ABOUT THIS TASK: In your copy, the records appear word for word and the pictures do not appear at all.

Named joint coordinates
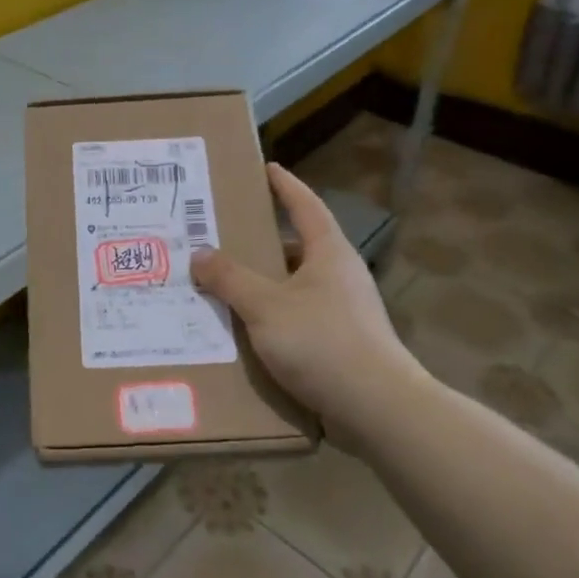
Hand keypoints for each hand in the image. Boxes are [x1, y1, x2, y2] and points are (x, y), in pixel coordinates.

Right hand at [191, 163, 422, 432]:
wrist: (378, 409)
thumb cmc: (322, 342)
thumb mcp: (265, 306)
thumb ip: (230, 279)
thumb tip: (200, 253)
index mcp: (329, 252)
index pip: (305, 205)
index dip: (285, 186)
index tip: (267, 168)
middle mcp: (340, 275)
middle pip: (298, 245)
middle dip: (263, 239)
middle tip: (225, 234)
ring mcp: (345, 310)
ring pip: (297, 285)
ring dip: (265, 282)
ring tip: (226, 283)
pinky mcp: (343, 343)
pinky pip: (299, 316)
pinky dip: (273, 315)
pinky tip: (247, 329)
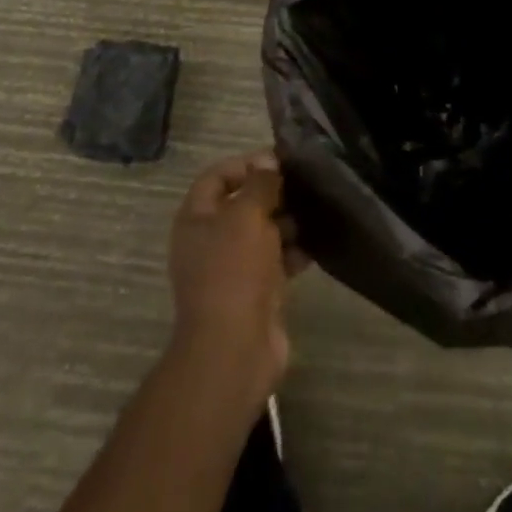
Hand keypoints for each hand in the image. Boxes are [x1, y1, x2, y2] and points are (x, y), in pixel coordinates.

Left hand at [166, 151, 303, 404]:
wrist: (234, 350)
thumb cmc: (234, 271)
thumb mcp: (247, 214)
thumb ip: (260, 183)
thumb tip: (269, 162)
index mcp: (196, 219)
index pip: (217, 176)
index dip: (245, 164)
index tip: (279, 161)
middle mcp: (210, 241)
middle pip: (242, 204)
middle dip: (272, 194)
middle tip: (304, 186)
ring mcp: (232, 269)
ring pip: (262, 233)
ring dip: (287, 223)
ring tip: (315, 213)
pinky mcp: (254, 293)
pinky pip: (275, 262)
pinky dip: (293, 252)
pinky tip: (315, 246)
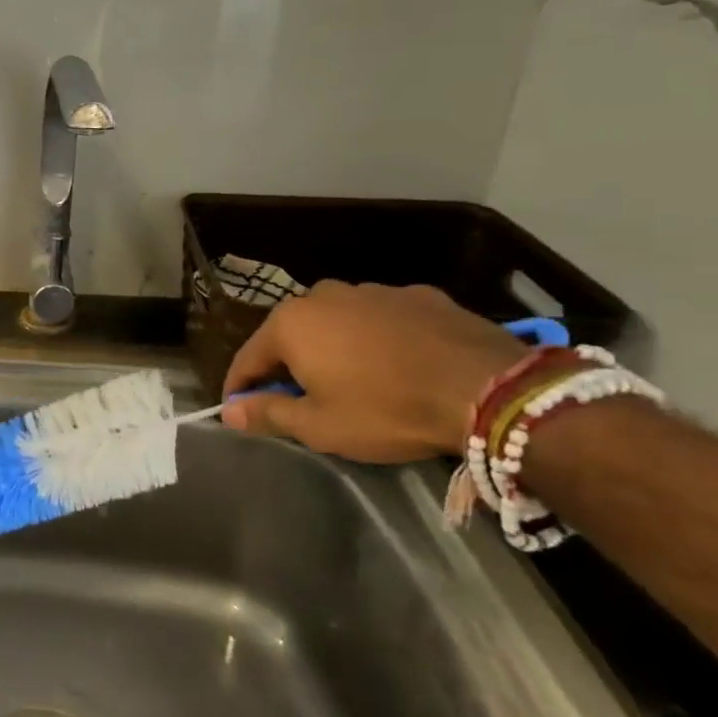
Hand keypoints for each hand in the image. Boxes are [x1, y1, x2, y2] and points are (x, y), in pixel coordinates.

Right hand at [220, 282, 525, 462]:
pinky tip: (397, 364)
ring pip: (336, 322)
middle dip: (288, 365)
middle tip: (300, 400)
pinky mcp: (418, 295)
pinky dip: (377, 339)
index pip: (248, 358)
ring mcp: (373, 290)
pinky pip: (381, 319)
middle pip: (291, 335)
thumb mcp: (320, 425)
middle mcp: (323, 295)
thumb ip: (268, 414)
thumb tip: (228, 412)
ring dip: (333, 348)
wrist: (489, 388)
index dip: (240, 388)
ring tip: (352, 381)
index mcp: (290, 323)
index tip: (240, 410)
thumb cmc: (387, 409)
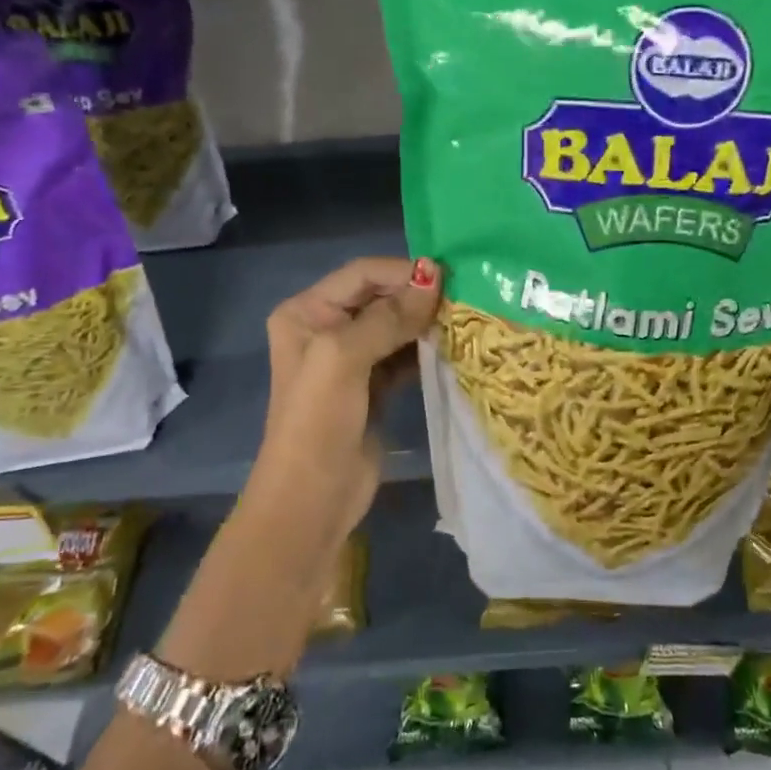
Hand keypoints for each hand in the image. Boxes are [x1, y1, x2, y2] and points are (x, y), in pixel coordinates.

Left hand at [246, 255, 442, 546]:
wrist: (313, 497)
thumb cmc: (319, 420)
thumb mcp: (344, 358)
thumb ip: (389, 316)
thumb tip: (434, 277)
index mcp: (306, 312)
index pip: (361, 274)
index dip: (402, 273)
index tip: (448, 280)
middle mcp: (326, 329)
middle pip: (379, 297)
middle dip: (417, 297)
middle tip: (462, 301)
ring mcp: (351, 361)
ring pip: (395, 327)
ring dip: (425, 324)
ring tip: (464, 322)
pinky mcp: (373, 387)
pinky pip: (403, 356)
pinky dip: (425, 351)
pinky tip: (453, 349)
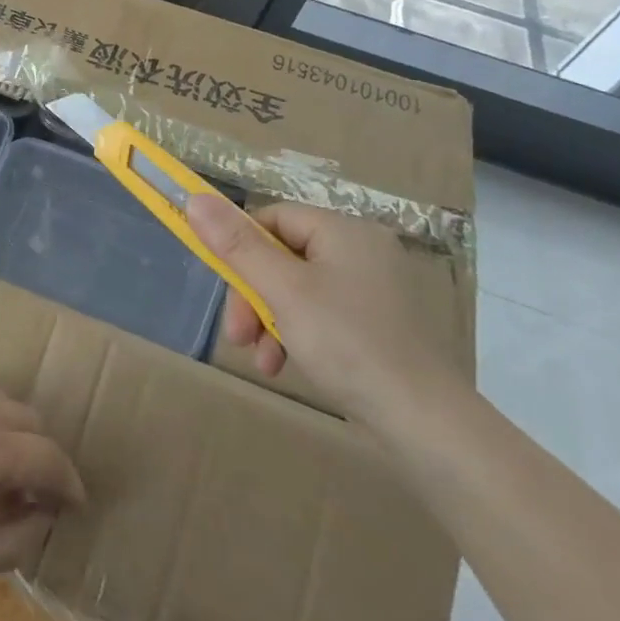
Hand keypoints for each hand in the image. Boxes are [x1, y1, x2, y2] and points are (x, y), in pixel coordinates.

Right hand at [186, 194, 456, 427]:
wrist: (424, 422)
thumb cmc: (347, 343)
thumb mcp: (282, 291)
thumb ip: (236, 245)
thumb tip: (194, 198)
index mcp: (344, 231)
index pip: (273, 219)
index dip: (240, 247)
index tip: (225, 286)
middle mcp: (361, 250)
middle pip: (281, 257)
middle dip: (252, 297)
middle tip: (237, 336)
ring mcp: (371, 288)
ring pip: (295, 289)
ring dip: (268, 321)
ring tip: (261, 360)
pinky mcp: (375, 322)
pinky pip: (319, 313)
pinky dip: (295, 335)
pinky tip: (284, 365)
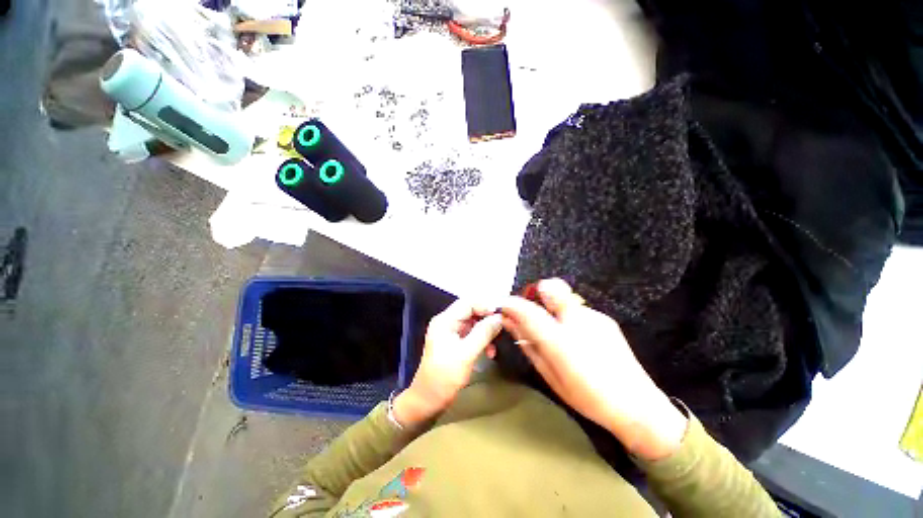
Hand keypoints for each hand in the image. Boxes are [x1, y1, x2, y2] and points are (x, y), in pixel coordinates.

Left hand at [393, 300, 502, 428]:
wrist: (428, 400)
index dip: (485, 305)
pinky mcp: (454, 343)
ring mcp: (450, 333)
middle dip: (487, 319)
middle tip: (502, 327)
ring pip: (473, 323)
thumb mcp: (466, 354)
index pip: (467, 303)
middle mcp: (447, 322)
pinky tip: (490, 352)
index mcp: (445, 320)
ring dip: (486, 331)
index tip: (501, 314)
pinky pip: (471, 335)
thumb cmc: (444, 376)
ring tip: (496, 343)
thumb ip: (483, 333)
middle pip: (471, 311)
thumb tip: (499, 317)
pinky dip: (481, 340)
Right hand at [501, 279, 687, 460]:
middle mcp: (576, 320)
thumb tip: (510, 322)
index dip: (511, 304)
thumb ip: (528, 344)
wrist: (637, 406)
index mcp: (560, 341)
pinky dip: (568, 316)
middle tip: (530, 311)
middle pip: (551, 287)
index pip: (527, 310)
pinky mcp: (604, 318)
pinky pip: (577, 309)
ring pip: (563, 298)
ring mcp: (593, 316)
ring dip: (551, 306)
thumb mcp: (549, 374)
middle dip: (535, 292)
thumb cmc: (586, 397)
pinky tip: (576, 336)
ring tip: (555, 329)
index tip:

FINISHED TASK:
Hand keypoints for each hand in the image. Boxes are [x1, y1, x2, y2] and points are (x, y), in pixel coordinates.

Right hand at [191, 163, 422, 432]:
wrist: (378, 409)
thumb cmc: (322, 342)
thumb mcp: (265, 306)
thumb ip: (230, 279)
thumb tip: (200, 253)
index mcp: (329, 252)
index pip: (305, 205)
index dip: (285, 186)
index tip: (267, 168)
middle mcp: (340, 275)
middle pip: (298, 245)
middle dip: (263, 239)
middle tip: (225, 234)
ring mcp: (345, 310)
ring pip: (297, 285)
ring dip: (265, 282)
ring tip: (226, 283)
pinky mcp: (343, 343)
pinky pip: (299, 316)
pinky dip: (273, 315)
pinky tip: (247, 329)
Hand keypoints for each hand in the image. Boxes are [x1, y1, x2, y2] and points are (x, y), in pixel coordinates.

Left hand at [166, 151, 303, 404]:
wrist: (234, 350)
thumb cmc: (234, 271)
thumb mcp: (247, 214)
thumb ip: (260, 183)
thumb tip: (269, 162)
index mcp: (196, 219)
index pip: (217, 176)
index dip: (245, 164)
index tip: (279, 161)
middle mcp: (210, 241)
middle pip: (242, 204)
middle dip: (272, 194)
middle tip: (304, 186)
ring mcp: (232, 269)
ring pip: (262, 233)
ring dip: (287, 223)
ring tip: (315, 213)
pinky mcp: (254, 293)
pinky pip: (275, 262)
pinky dip: (293, 252)
pinky tip: (315, 246)
Hand keypoints for each hand in the image. Boxes are [x1, y1, x2, y2] and points are (x, y), in pixel coordinates.

Right hand at [220, 282, 525, 462]:
pinky tip: (397, 364)
ring pip: (336, 322)
middle dip: (288, 365)
middle tip: (300, 400)
pinky mcp: (418, 295)
pinky dip: (377, 339)
index pip: (248, 358)
ring mcp: (373, 290)
pinky pip: (381, 319)
middle pip: (291, 335)
thumb mcp: (320, 425)
middle mcp: (323, 295)
thumb ip: (268, 414)
thumb tip: (228, 412)
ring dip: (333, 348)
wrist: (489, 388)
index dip: (240, 388)
ring tip: (352, 381)
index mcp: (290, 323)
index tip: (240, 410)
thumb cmc: (387, 409)
Hand keypoints for each hand in the image. Boxes are [x1, y1, x2, y2] and points are (x, y), in pixel coordinates.

Left hand at [246, 255, 442, 546]:
wrist: (313, 497)
thumb cmc: (319, 420)
thumb mcp: (344, 358)
thumb ip: (389, 316)
thumb tip: (434, 277)
index mcp: (306, 312)
index pip: (361, 274)
index dip: (402, 273)
index tip: (448, 280)
middle mcp: (326, 329)
middle pip: (379, 297)
middle dip: (417, 297)
middle tip: (462, 301)
ring mcp: (351, 361)
ring pip: (395, 327)
ring dip: (425, 324)
ring tip: (464, 322)
pinky mcp: (373, 387)
pinky pip: (403, 356)
pinky dip: (425, 351)
pinky tip: (453, 349)
Hand keypoints for each hand in the image. Boxes are [x1, y1, x2, y2] and points are (x, y), in pixel coordinates.

Right hand at [186, 194, 456, 427]:
wrist: (424, 422)
thumb cmc: (347, 343)
thumb mcp: (282, 291)
thumb ip: (236, 245)
thumb tip: (194, 198)
index mcp: (344, 231)
index pip: (273, 219)
index dip: (240, 247)
index tip: (225, 286)
middle mcp: (361, 250)
middle pip: (281, 257)
middle dip: (252, 297)
middle tip: (237, 336)
ring mcp: (371, 288)
ring pip: (295, 289)
ring dip: (268, 321)
ring tip: (261, 360)
pinky mcp: (375, 322)
pinky pip: (319, 313)
pinky dip: (295, 335)
pinky tip: (284, 365)
Hand keypoints for each hand in the image. Boxes are [x1, y1, x2, y2] and points are (x, y), in pixel coordinates.

Left hand at [393, 300, 502, 428]:
wrist: (428, 400)
index dip: (485, 305)
pinky mcp: (454, 343)
ring mcp: (450, 333)
middle dip: (487, 319)
middle tip: (502, 327)
ring pip: (473, 323)
thumb mcp: (466, 354)
index pip: (467, 303)
middle mcp: (447, 322)
pinky tip: (490, 352)
index mcp: (445, 320)
ring dip: (486, 331)
index tip: (501, 314)
pinky pip: (471, 335)
thumb cmc: (444, 376)
ring tip: (496, 343)
thumb ip: (483, 333)
middle pip: (471, 311)
thumb tip: (499, 317)
pinky dip: (481, 340)
Right hand at [501, 279, 687, 460]:
middle mcp: (576, 320)
thumb tip: (510, 322)
index dip: (511, 304)
thumb ip: (528, 344)
wrist: (637, 406)
index mcp: (560, 341)
pinky dip: (568, 316)
middle tip: (530, 311)
middle pip: (551, 287)
index pip: (527, 310)
pinky mcp: (604, 318)
pinky pip: (577, 309)
ring pip: (563, 298)
ring mcp: (593, 316)
ring dip: (551, 306)
thumb mcp: (549, 374)
middle dip: (535, 292)
thumb cmc: (586, 397)
pinky tip: (576, 336)
ring tip: (555, 329)
index tip:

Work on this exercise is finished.